Bei den Aufnahmen am Automaten soll dann auch immer ein Mitarbeiter der Behörde anwesend sein. Für die Fotografenbranche ist die Gesetzesinitiative ein Anschlag auf ihre Zunft. Die Reaktionen in den Stadtverwaltungen fallen unterschiedlich aus.
Das Passfotogeschäft ist ein Frequenzbringer
"Das Ganze ist nicht praxistauglich", sagt Steffen Kammerlander. "50 bis 60 Prozent der Passfotos, die wir in unserem Eppinger Fotostudio machen, sind Kinder. Da möchte ich mal sehen, wie die auf den Fluren der Ämter fotografiert werden." Es gehe ja auch ein bisschen um das Einfühlungsvermögen, das der erfahrene Fotograf für eine gute Aufnahme haben müsse. Kammerlander schätzt, dass in seinem Studio bis zu 3000 Passfotos pro Jahr gemacht werden, was bis zu 20 Prozent seines Umsatzes sei. "Mit dem neuen Gesetz fällt einer Berufsgruppe ein Standbein weg. Das wird viele Existenzen kosten."
"Das Passfotogeschäft ist für den kleinen Fotohandel ein Frequenzbringer", versichert Elsbeth Junken. Das sei wie die Lottoannahmestelle im Schreibwarenladen, fügt die Geschäftsführerin von Foto Hacker in Neckarsulm an. Sie kann sich auch nicht vorstellen, wie die Ämter "Problemfälle" lösen sollen. Brillenträger, Lichteinfall, Augen auf einer bestimmten Ebene, der Gesichtsausdruck, der von den Bestimmungen vorgeschrieben ist: Das alles sei die fachmännische Arbeit eines ausgebildeten Fotografen.
Schließlich gebe es bis zu 90 Kriterien für ein biometrisch einwandfreies Passfoto. Elsbeth Junken: "Machen Sie alles das mal auf dem Amt. Und was ist mit Behinderten, Dementen?" Für die Geschäftsführerin ist das geplante Gesetz ein Anschlag auf die ganze Zunft.
Es gibt längst technische Alternativen
"Mit diesem Gesetz werden einige Fotografen den Laden zumachen", ist sich Klaus Kuss sicher. Der Geschäftsführer von Foto Kuss in Heilbronn schätzt, dass das Passfotosegment bei ihm 30 bis 40 Prozent des Umsatzes ausmache. Bei Klaus Kuss werden auch viele Babys fotografiert. "Ich möchte mal sehen, wie die Mitarbeiter der Ämter diese Babys vor den Fotoautomaten halten." Zudem gebe es längst die technische Möglichkeit, Fotos direkt per Datenübertragung an die Behörden zu schicken, um Sicherheitslücken zu schließen.

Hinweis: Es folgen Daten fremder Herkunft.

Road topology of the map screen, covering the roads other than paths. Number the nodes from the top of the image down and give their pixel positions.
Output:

Klaus Kuss erinnert daran, dass seine Branche durch die Digitalisierung und Handykameras ohnehin unter Druck stehe. "Es schließen immer mehr Fotogeschäfte." Heftige Kritik an den Plänen kommt auch vom Centralverband des Fotografenhandwerks, der 45 000 Fotostudios in Deutschland vertritt. In einem Brief an den Innenminister heißt es, man werde der Zerstörung der Existenz der Studios nicht tatenlos zusehen. Den Umsatzverlust schätzt der Verband auf rund 100 Millionen Euro pro Jahr.

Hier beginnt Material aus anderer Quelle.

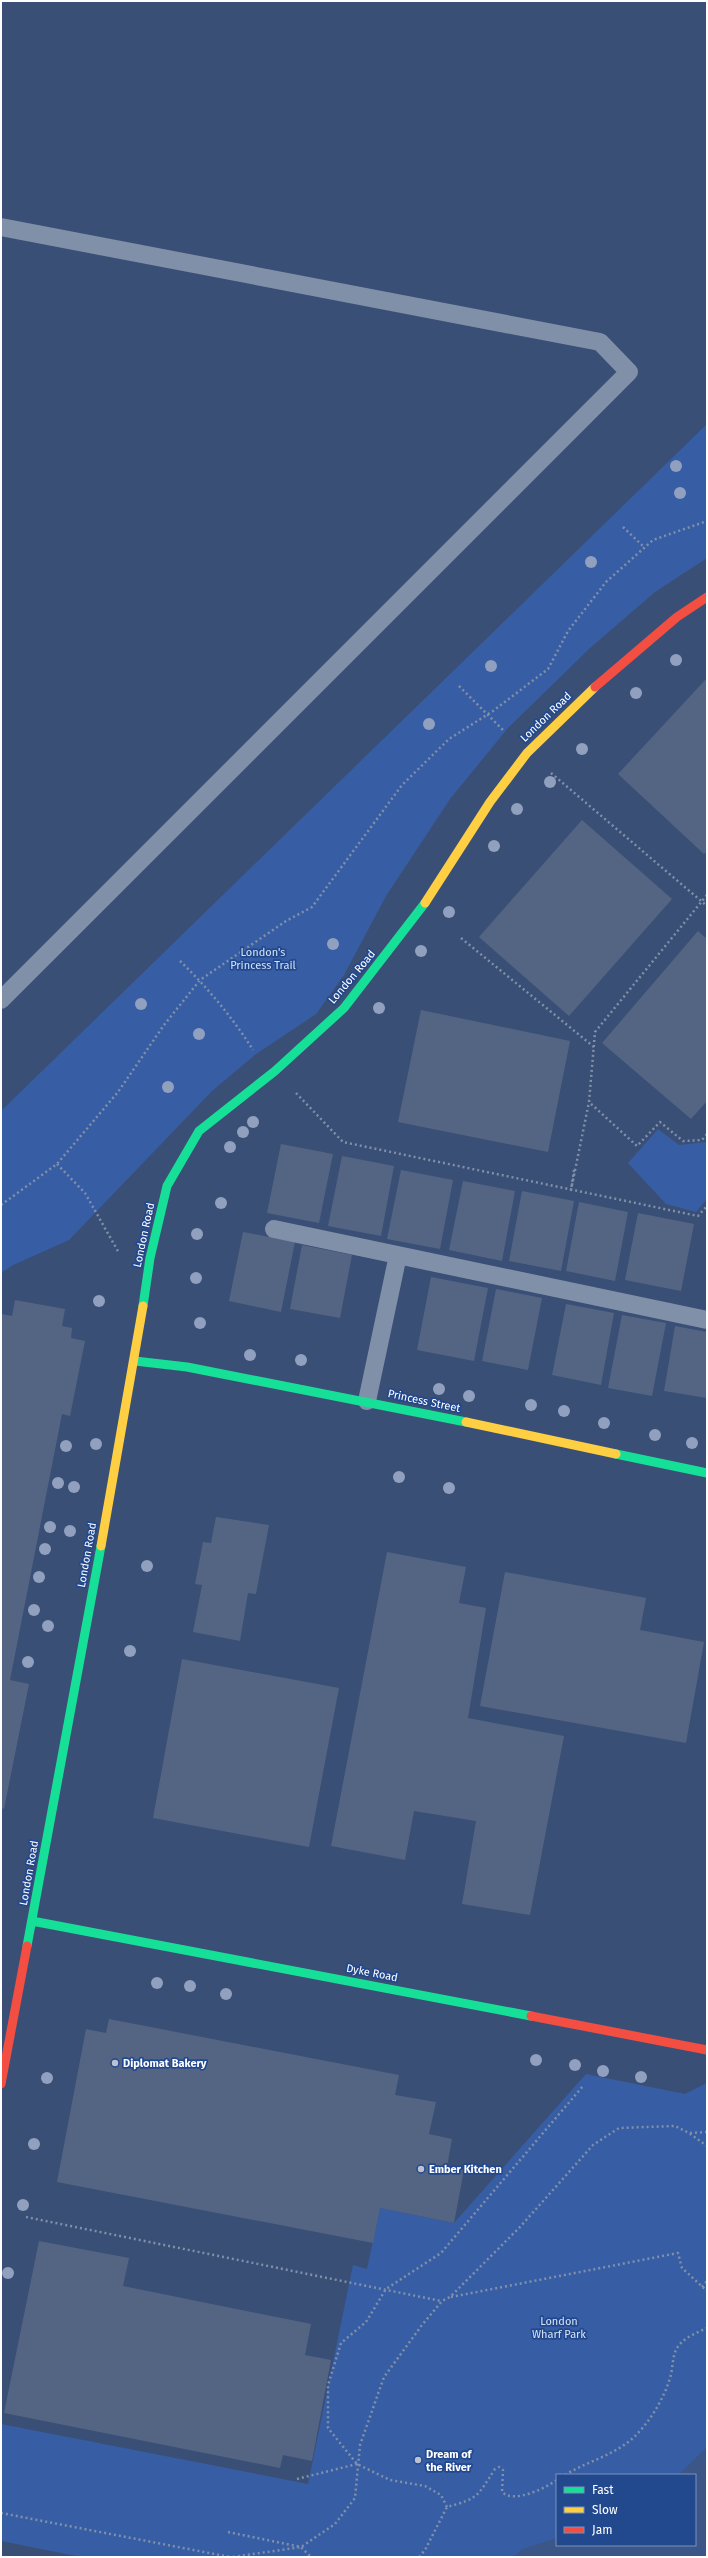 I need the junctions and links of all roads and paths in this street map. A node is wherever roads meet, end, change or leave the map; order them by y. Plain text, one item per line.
1 (1, 227) edge
2 (707, 521) edge
3 (624, 527) dead end
4 (644, 547) junction
5 (707, 596) edge
6 (459, 686) dead end
7 (488, 714) junction
8 (527, 753) junction
9 (707, 895) edge
10 (703, 902) junction
11 (707, 906) edge
12 (461, 938) dead end
13 (180, 961) dead end
14 (200, 980) junction
15 (1, 1000) edge
16 (594, 1047) junction
17 (275, 1071) junction
18 (589, 1102) junction
19 (707, 1134) edge
20 (57, 1164) junction
21 (574, 1170) dead end
22 (571, 1190) junction
23 (1, 1205) edge
24 (707, 1206) edge
25 (274, 1229) dead end
26 (120, 1255) dead end
27 (398, 1255) junction
28 (707, 1320) edge
29 (135, 1361) junction
30 (367, 1401) junction
31 (707, 1472) edge
32 (32, 1921) junction
33 (707, 2050) edge
34 (1, 2084) edge
35 (583, 2086) dead end
36 (707, 2132) edge
37 (689, 2133) junction
38 (707, 2146) edge
39 (26, 2217) dead end
40 (707, 2281) edge
41 (702, 2287) junction
42 (386, 2289) junction
43 (707, 2291) edge
44 (450, 2297) junction
45 (442, 2301) junction
46 (707, 2328) edge
47 (357, 2464) junction
48 (566, 2474) edge
49 (297, 2479) dead end
50 (556, 2480) edge
51 (447, 2506) junction
52 (1, 2513) edge
53 (228, 2532) dead end
54 (301, 2547) junction
55 (230, 2557) edge
56 (234, 2557) edge
57 (311, 2557) edge
58 (418, 2557) edge

1 - 15 lane
2 - 4 path
3 - 4 path
4 - 7 path
5 - 8 street, London Road
6 - 7 path
7 - 8 path
7 - 14 path
8 - 10 path
8 - 17 street, London Road
9 - 10 path
10 - 11 path
10 - 16 path
12 - 16 path
13 - 14 path
14 - 17 path
14 - 20 path
16 - 18 path
17 - 22 path
17 - 29 street, London Road
18 - 19 path
18 - 22 path
20 - 23 path
20 - 26 path
21 - 22 path
22 - 24 path
25 - 27 lane
27 - 28 lane
27 - 30 lane
29 - 30 street, Princess Street
29 - 32 street, London Road
30 - 31 street, Princess Street
32 - 33 street, Dyke Road
32 - 34 street, London Road
35 - 42 path
36 - 37 path
37 - 38 path
37 - 44 path
39 - 42 path
40 - 41 path
41 - 43 path
41 - 44 path
42 - 45 path
42 - 47 path
44 - 45 path
45 - 47 path
46 - 48 path
47 - 49 path
47 - 51 path
47 - 54 path
50 - 51 path
51 - 58 path
52 - 55 path
53 - 54 path
54 - 56 path
54 - 57 path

Etwas uneinheitlicher fallen die Reaktionen in den Rathäusern aus. Die Heilbronner Stadtverwaltung hat bereits ein Passfoto-Selbstbedienungsterminal, das im Wartebereich des Zentralen Bürgeramts steht. Der Grund für die Automatenaufstellung war laut Rathaussprecherin Suse Bucher-Pinell "ein Schritt in Richtung Digitalisierung der Verwaltung". Dem Bürger solle auch ein Weg erspart werden, falls er ein Passbild vergessen hat. Der Automat ist nicht gekauft, sondern geleast. Die Erfahrungen mit dem Terminal seien positiv. Bürgeramtsmitarbeiter würden bisher die Prozedur nicht überwachen.
Verständnis hat man im Neckarsulmer Rathaus für die Gesetzesinitiative, berichtet Verwaltungssprecher Andreas Bracht. Sie richte sich gegen die Bildmanipulation. Ob das Ganze praktikabel ist, hänge von der technischen Umsetzung ab. Das Stuttgarter Rathaus ist laut Medienberichten skeptisch. Die Verwaltung der Landeshauptstadt sieht vor allem Probleme wegen Personalmangel und Raumnot.
Was kosten die Bilder?
Was kosten die Passfotos? Bei Foto Kammerlander in Eppingen muss der Kunde 14,99 Euro für vier Bilder zahlen. Am Selbstbedienungsterminal des Heilbronner Bürgeramtes sind fünf Euro für ein Bild fällig, die an die Betreiberfirma des Automaten weitergeleitet werden. Die Heilbronner Stadtverwaltung hat das Gerät nur geleast.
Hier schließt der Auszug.